Léo Meillet se déclarait impuissant à la leur rendre ; il disait qu’il n’avait agi qu’en vertu d’ordres supérieurs expédiés par le Comité de salut public. On était sans doute fatigué des réclamations que les pères adressaient aux gens qui les gardaient et l’on voulut mater leur résistance, car on les laissa deux jours entiers, le 22 et le 23 mai, sans nourriture. Pendant qu’on les faisait un peu mourir de faim au fond de leur casemate, on procédait dans l’école d’Albert le Grand à ce que l’euphémisme de la Commune appelait une perquisition, c’est-à-dire à un vol avec effraction. Sur l’ordre de Léo Meillet, le 120e bataillon, aidé de deux cents hommes empruntés au 160e, pénètre le 24 mai à midi dans la maison des dominicains. Les scellés sont brisés, les portes sont enfoncées, tous les objets de quelque valeur sont enlevés. Il ne fallut pas moins de douze prolonges d’artillerie et de huit voitures réquisitionnées pour emporter les meubles, le linge et le reste ; 15 000 ou 16 000 francs, représentés par des obligations de chemins de fer et constituant les économies de deux domestiques attachés à la maison, furent déclarés « biens nationaux » et passèrent dans des poches où on ne les a jamais retrouvés.

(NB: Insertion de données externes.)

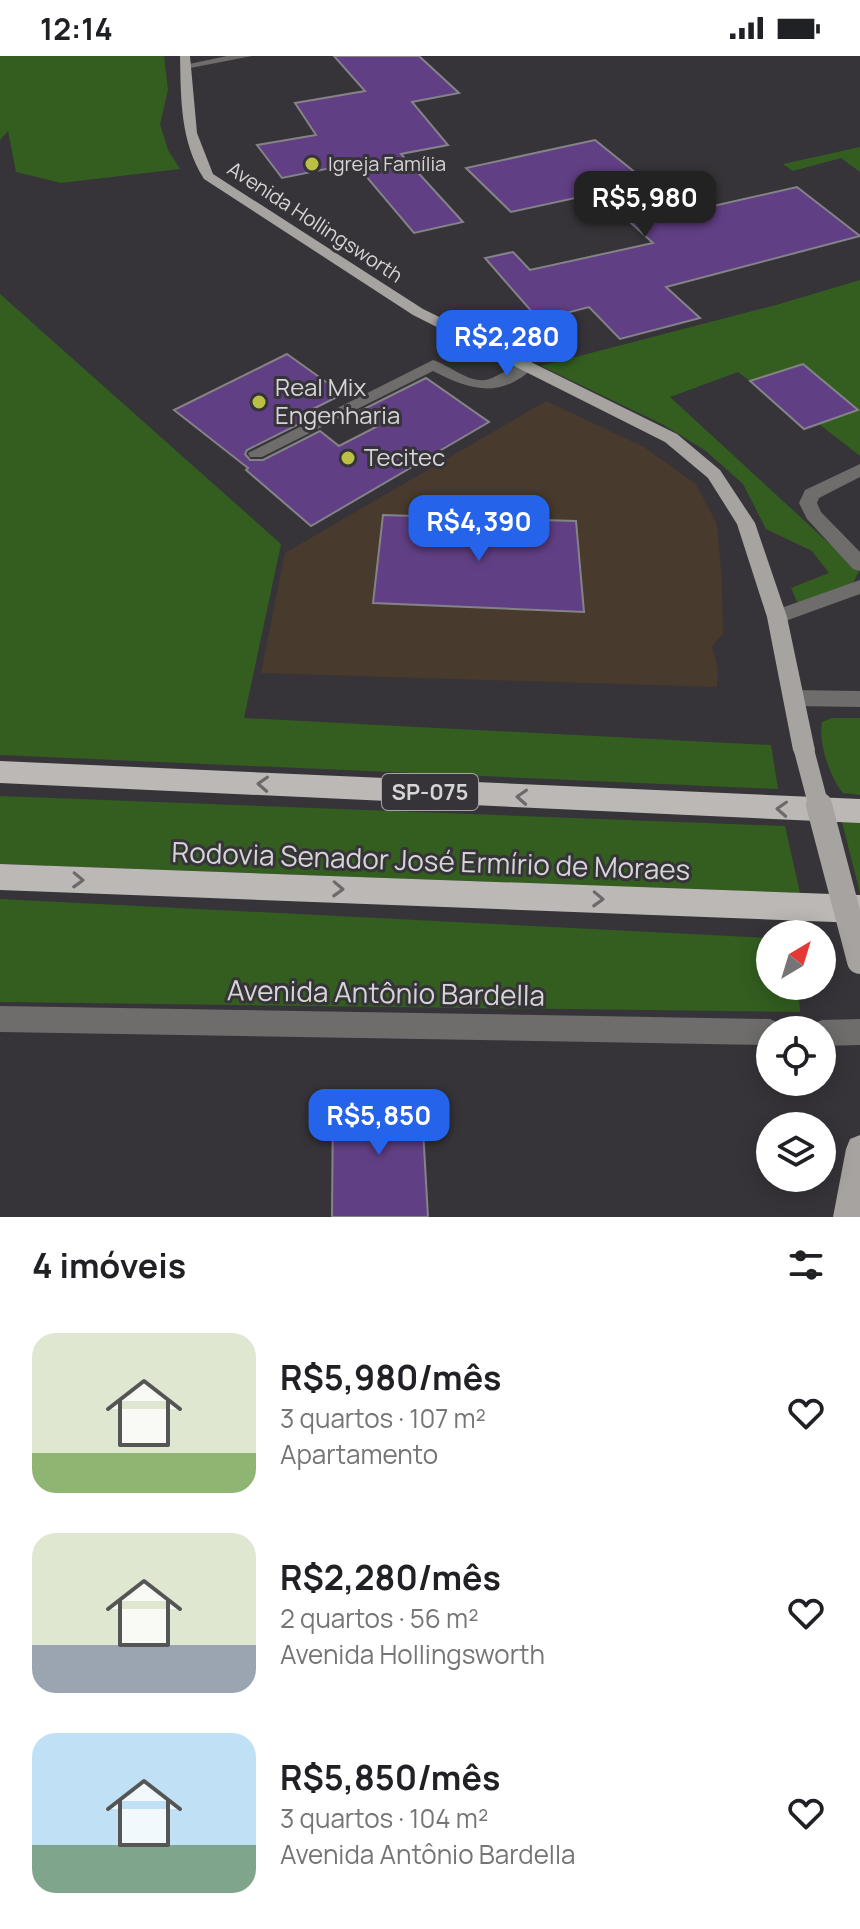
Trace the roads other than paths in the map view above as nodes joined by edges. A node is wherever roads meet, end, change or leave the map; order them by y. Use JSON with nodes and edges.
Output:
{"nodes":[{"id":1,"x":247,"y":56,"type":"edge"},
{"id":2,"x":185,"y":61,"type":"edge"},
{"id":3,"x":527,"y":366,"type":"junction"},
{"id":4,"x":256,"y":453,"type":"dead end"},
{"id":5,"x":860,"y":470,"type":"edge"},
{"id":6,"x":860,"y":564,"type":"edge"},
{"id":7,"x":860,"y":587,"type":"edge"},
{"id":8,"x":777,"y":617,"type":"junction"},
{"id":9,"x":794,"y":698,"type":"junction"},
{"id":10,"x":860,"y":699,"type":"edge"},
{"id":11,"x":0,"y":772,"type":"edge"},
{"id":12,"x":860,"y":811,"type":"edge"},
{"id":13,"x":0,"y":877,"type":"edge"},
{"id":14,"x":860,"y":909,"type":"edge"},
{"id":15,"x":860,"y":961,"type":"edge"},
{"id":16,"x":0,"y":1019,"type":"edge"},
{"id":17,"x":756,"y":1032,"type":"edge"},
{"id":18,"x":860,"y":1032,"type":"edge"},
{"id":19,"x":836,"y":1033,"type":"edge"},
{"id":20,"x":860,"y":1149,"type":"edge"},
{"id":21,"x":848,"y":1217,"type":"edge"}],
"edges":[{"from":1,"to":2,"type":"street"},
{"from":2,"to":3,"type":"main road","name":"Avenida Hollingsworth"},
{"from":3,"to":4,"type":"street"},
{"from":3,"to":8,"type":"main road","name":"Avenida Hollingsworth"},
{"from":5,"to":6,"type":"street"},
{"from":7,"to":8,"type":"street"},
{"from":8,"to":9,"type":"main road","name":"Avenida Hollingsworth"},
{"from":9,"to":10,"type":"street"},
{"from":9,"to":15,"type":"main road","name":"Avenida Hollingsworth","bridge":true},
{"from":12,"to":11,"type":"highway","number":"SP-075","one_way":true},
{"from":13,"to":14,"type":"highway","name":"Rodovia Senador José Ermírio de Moraes","one_way":true},
{"from":16,"to":17,"type":"street","name":"Avenida Antônio Bardella"},
{"from":18,"to":19,"type":"street"},
{"from":20,"to":21,"type":"main road"}]}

Après cette perquisition, l’école devait être incendiée, mais elle fut sauvée par ses caves, qui étaient assez bien garnies ; les fédérés n’eurent garde de ne pas les visiter ; ils y burent et y restèrent. Lorsqu’ils parlèrent de « flamber la cambuse », le gardien des scellés, qui s’appelait Quesnot[1], déclara que le fort de Bicêtre se réservait de démolir l’établissement à coups de canon. Ils acceptèrent ce mensonge pour

  1. Le 120e bataillon était commandé par un certain Quesnot ; un sous-lieutenant également nommé Quesnot servait dans le même bataillon. C’est, je crois, le sous-lieutenant qui fut gardien des scellés à l’école des dominicains ; mais il est possible que ce soit le commandant. Je ne puis rien affirmer de positif à cet égard.